The honest answer is “yes and no”, which may not be very helpful but is the truth. I’ve been a member of the National Trust for donkey’s years – not to be confused with donkey’s EARS – and have been visiting National Trust since -- *lowers voice* -- the 1960s. So I have, in effect – and in a car AND on foot – been researching these Secret Diaries for forty or so years before I even knew I was going to write them. I’m also very fortunate that my favourite castle in Britain is less than an hour from my house by catapult. (Admittedly, it has to be a very large catapult and fired by an expert.) It’s Bodiam Castle on the Kent/East Sussex border. It even has an amazing moat, full of ENORMOUS koi carp which nibble the ducks’ feet whenever anyone throws bird food into the water. Although Bodiam is very much a ruin on the inside, it looks very much intact from the outside – except for the missing barbican (the gatehouse on its own tiny ‘island’) – and I certainly visited it more than once whilst writing John Drawbridge, and snooped around all sorts of other National Trust castles. We even launched John Drawbridge at Wray Castle in the Lake District (even though that’s not a medieval one)!
You say you’ve been visiting National Trust properties since childhood. Did they inspire your interest in history?
Yes. Absolutely. National Trust houses and castles and land certainly helped bring history to life for me. To be in a room with low doorways and wooden beams and dark wooden furniture, looking at the tools people used, the embroidery they made, the documents they wrote, the gardens they designed and tended… it gave me a real sense of people in the past having been living, breathing people in some ways so similar to me and yet so different. It really fired my imagination both for a love of history but also of writing fiction too; imagining all the excitement and skulduggery that must have gone on in these places. The good times, bad times and funny, happy and sad moments. I feel a song coming on…

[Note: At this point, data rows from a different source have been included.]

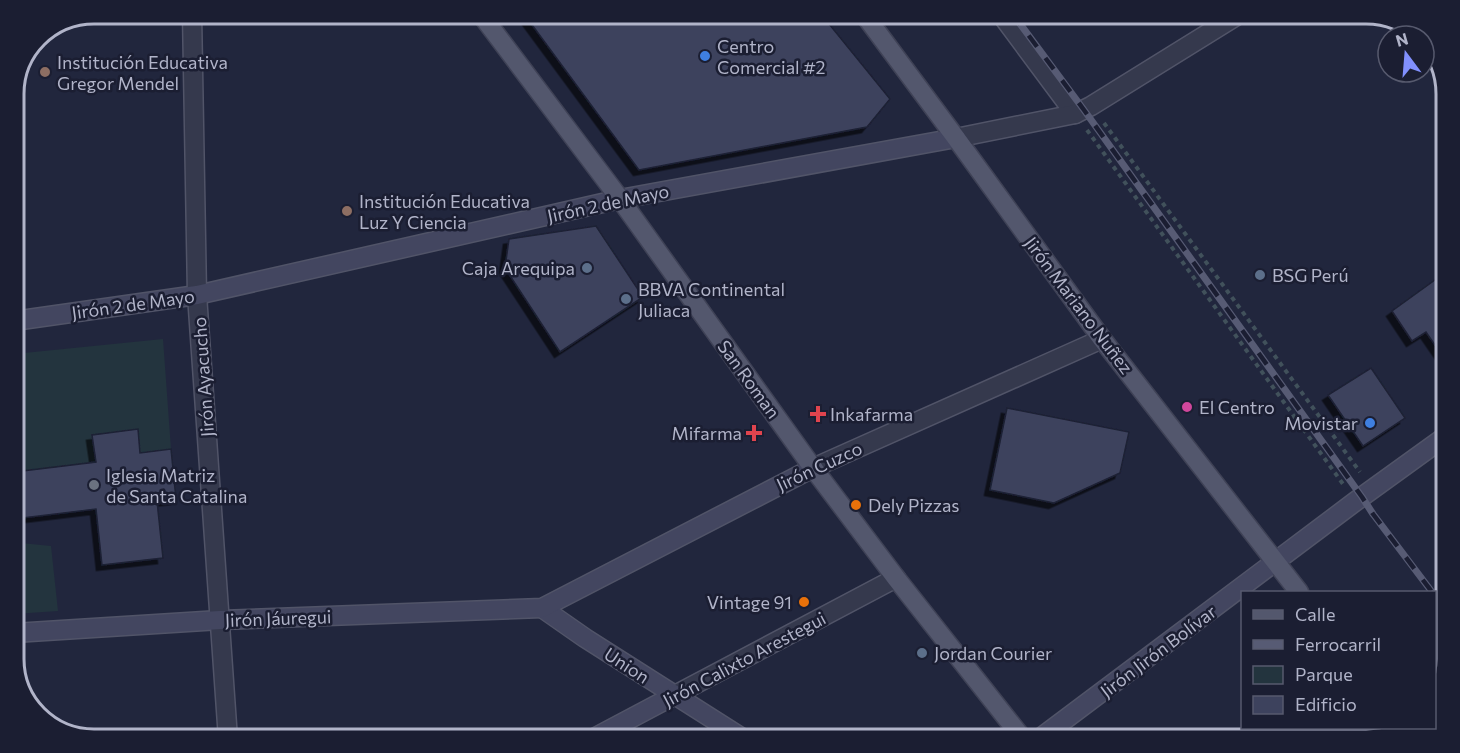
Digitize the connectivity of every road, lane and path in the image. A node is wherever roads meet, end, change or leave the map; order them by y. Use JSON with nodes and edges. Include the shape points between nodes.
{"nodes":[{"id":1,"x":192,"y":24,"type":"edge"},
{"id":2,"x":489,"y":24,"type":"edge"},
{"id":3,"x":870,"y":24,"type":"edge"},
{"id":4,"x":1009,"y":24,"type":"edge"},
{"id":5,"x":1225,"y":24,"type":"edge"},
{"id":6,"x":1083,"y":110,"type":"junction"},
{"id":7,"x":956,"y":138,"type":"junction"},
{"id":8,"x":620,"y":199,"type":"junction"},
{"id":9,"x":197,"y":295,"type":"junction"},
{"id":10,"x":24,"y":320,"type":"edge"},
{"id":11,"x":1102,"y":339,"type":"junction"},
{"id":12,"x":1436,"y":443,"type":"edge"},
{"id":13,"x":813,"y":468,"type":"junction"},
{"id":14,"x":1364,"y":496,"type":"junction"},
{"id":15,"x":1276,"y":562,"type":"junction"},
{"id":16,"x":897,"y":578,"type":"junction"},
{"id":17,"x":1298,"y":591,"type":"edge"},
{"id":18,"x":542,"y":608,"type":"junction"},
{"id":19,"x":220,"y":620,"type":"junction"},
{"id":20,"x":24,"y":632,"type":"edge"},
{"id":21,"x":675,"y":695,"type":"junction"},
{"id":22,"x":227,"y":729,"type":"edge"},
{"id":23,"x":612,"y":729,"type":"edge"},
{"id":24,"x":727,"y":729,"type":"edge"},
{"id":25,"x":1014,"y":729,"type":"edge"},
{"id":26,"x":1054,"y":729,"type":"edge"}],
"edges":[{"from":1,"to":9,"type":"street","name":"Jirón Ayacucho"},
{"from":2,"to":8,"type":"main road","name":"San Roman"},
{"from":3,"to":7,"type":"main road","name":"Jirón Mariano Nuñez"},
{"from":4,"to":6,"type":"street"},
{"from":5,"to":6,"type":"street"},
{"from":6,"to":7,"type":"street"},
{"from":6,"to":14,"type":"path"},
{"from":6,"to":14,"type":"path"},
{"from":7,"to":8,"type":"street","name":"Jirón 2 de Mayo"},
{"from":7,"to":11,"type":"main road","name":"Jirón Mariano Nuñez"},
{"from":8,"to":9,"type":"street","name":"Jirón 2 de Mayo"},
{"from":8,"to":13,"type":"main road","name":"San Roman"},
{"from":9,"to":10,"type":"street","name":"Jirón 2 de Mayo"},
{"from":9,"to":19,"type":"street","name":"Jirón Ayacucho"},
{"from":11,"to":13,"type":"street","name":"Jirón Cuzco"},
{"from":11,"to":15,"type":"main road","name":"Jirón Mariano Nuñez"},
{"from":12,"to":14,"type":"street","name":"Jirón Jirón Bolívar"},
{"from":13,"to":16,"type":"main road","name":"San Roman"},
{"from":13,"to":18,"type":"street","name":"Jirón Cuzco"},
{"from":14,"to":15,"type":"street","name":"Jirón Jirón Bolívar"},
{"from":15,"to":17,"type":"main road","name":"Jirón Mariano Nuñez"},
{"from":15,"to":26,"type":"street","name":"Jirón Jirón Bolívar"},
{"from":16,"to":21,"type":"street","name":"Jirón Calixto Arestegui"},
{"from":16,"to":25,"type":"main road","name":"San Roman"},
{"from":18,"to":19,"type":"street","name":"Jirón Jáuregui"},
{"from":18,"to":21,"type":"street","name":"Union"},
{"from":19,"to":20,"type":"street","name":"Jirón Jáuregui"},
{"from":19,"to":22,"type":"street","name":"Jirón Ayacucho"},
{"from":21,"to":23,"type":"street","name":"Jirón Calixto Arestegui"},
{"from":21,"to":24,"type":"street","name":"Union"}]}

What makes the Secret Diaries series different?
Well, for a start, I have to mention the design and Jamie Littler’s illustrations. I think he was signed up for the series even before I was. He has the unenviable task of:
1. working with me. (I can be a stickler for detail AND get my beard hairs everywhere.)
2. having to draw funny, exciting pictures whilst:
3. having to be historically accurate, not just ‘no potatoes in the medieval kitchens’ or ‘no forks at the medieval table’ but also just the right kind of uniform a particular maid might wear or the shape of a window in the background. This is the National Trust we’re talking about! We need to get things spot on.

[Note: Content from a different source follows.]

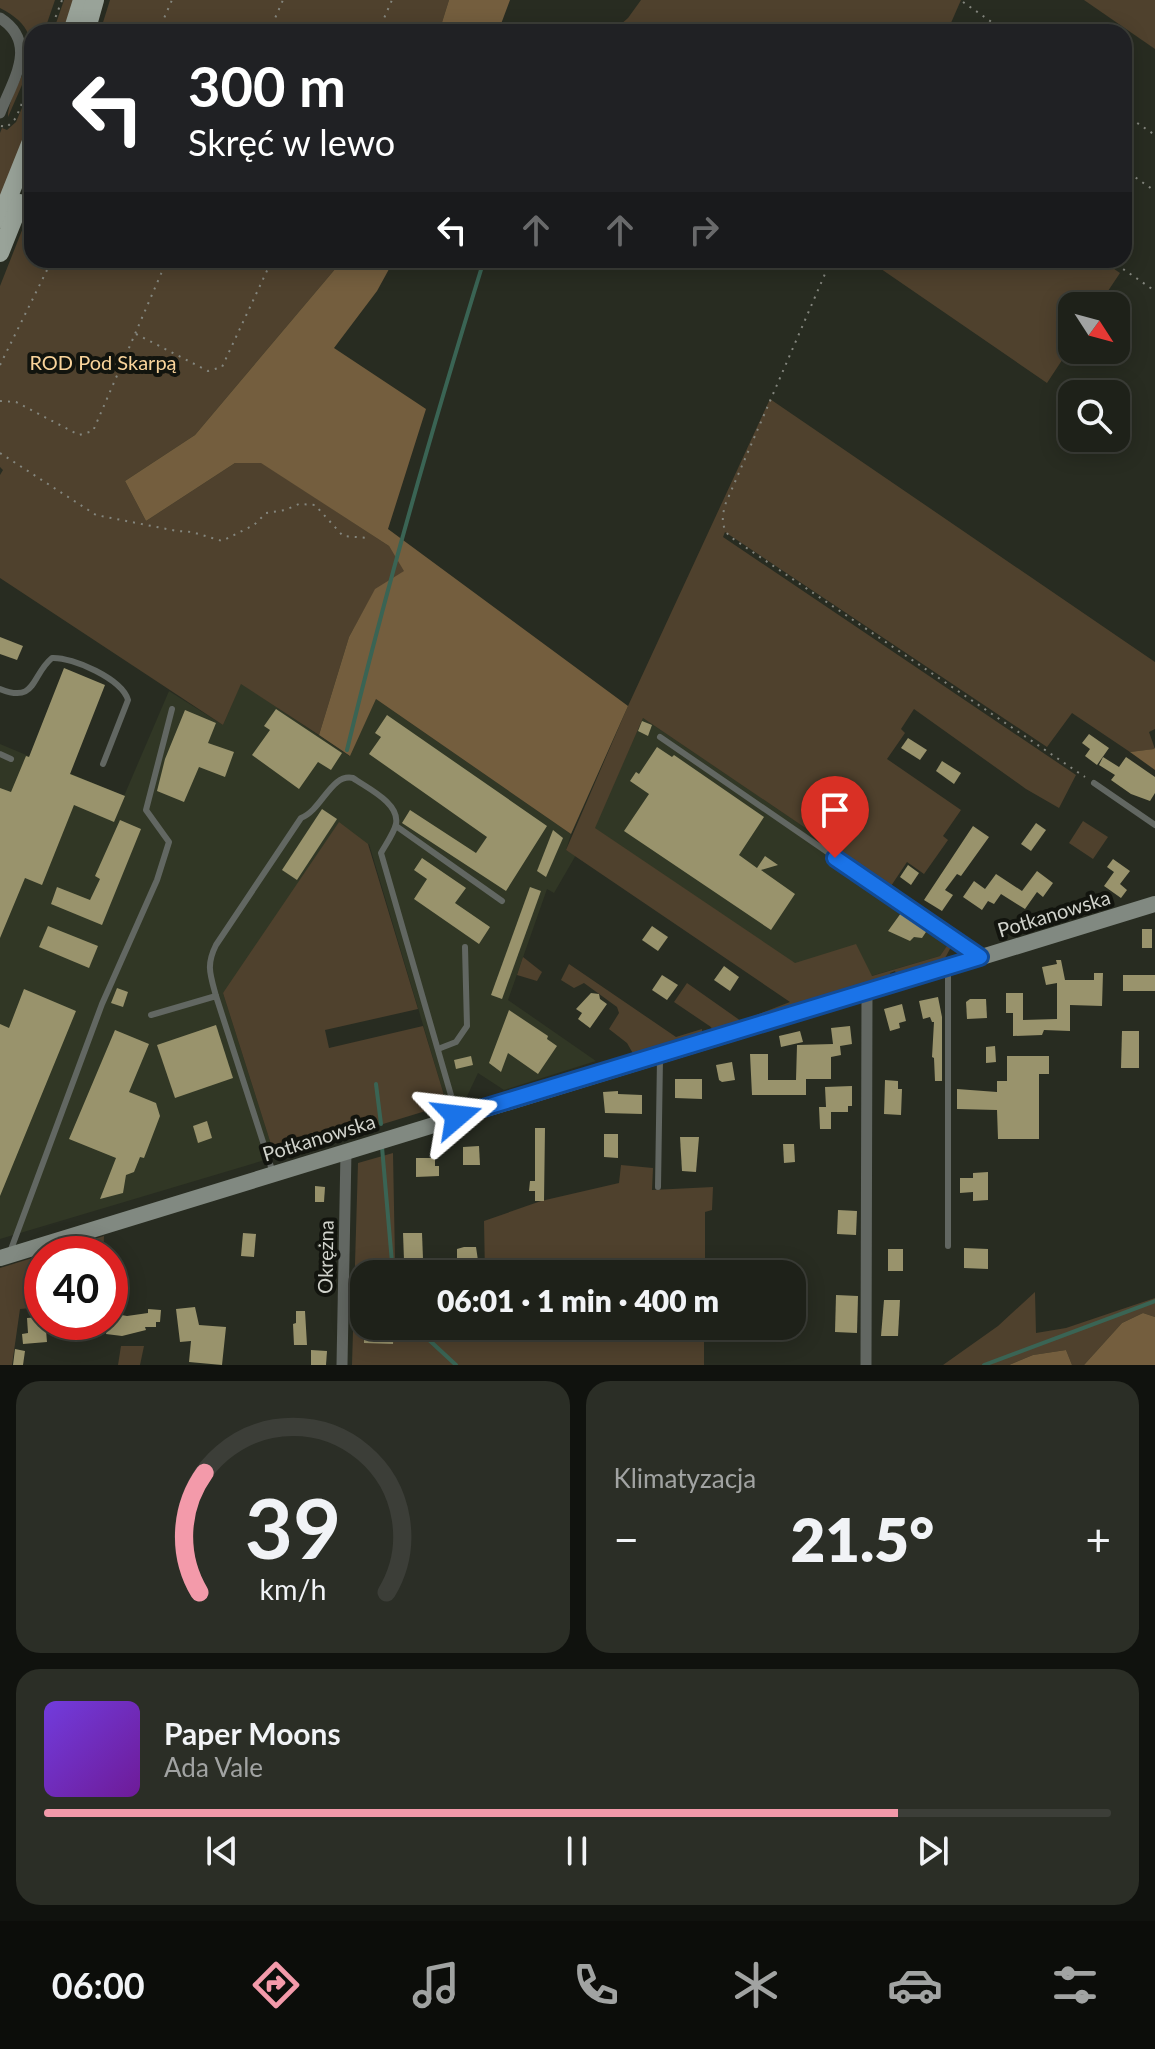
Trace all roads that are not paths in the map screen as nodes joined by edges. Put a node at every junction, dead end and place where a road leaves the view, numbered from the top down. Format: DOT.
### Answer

The other BIG difference with the Secret Diaries series is just how funny they are – I hope! *Tumbleweed rolls past* *No one even cracks a smile* -- yet how fact-packed and hopefully exciting they are too. That’s why I came up with the patch on the front of each book which reads: ONLY THE FACTS ARE TRUE! (which is, in itself, a very silly thing to say). Each diary is written in a voice a touch/a tad/a tiny bit how the character might have spoken in those days, but with a comic twist. I had enormous fun writing them, combining two of my greatest loves: comedy and humour (but not my third love: cake).
Could you give us your Top Five Favourite Medieval Facts you either used in the Secret Diary of John Drawbridge, or discovered when researching the book.
1. It was good manners to burp and throw bones on the floor during a banquet. (I bet the dogs were pleased about that.)
2. Willy-bum-poo style swearing and humour was perfectly acceptable in polite society – in a way it wouldn’t be today. *Shocked silence!* -- but blasphemy – “Oh God!” and the like -- was taken MUCH more seriously.
3. Ammunition for trebuchet – giant catapults – included everything from rocks and animal poo to dead horses. Anything to upset the enemy!
4. Even children drank beer. It was weaker than the usual stuff and called ‘small beer’ but it was still beer… and much less horrible than water.
5. Castle moats were usually full of – er – stuff which fell from the garderobes (the castle toilets). Yerch. Might I suggest no swimming?
So, er, on that note we’ll leave you with the most excellent news that The Secret Diary of John Drawbridge, Medieval Knight in Training is out now, and The Secret Diary of Jane Pinny, Victorian House Maid and Accidental Detective, will be published on 7th September. Exciting stuff!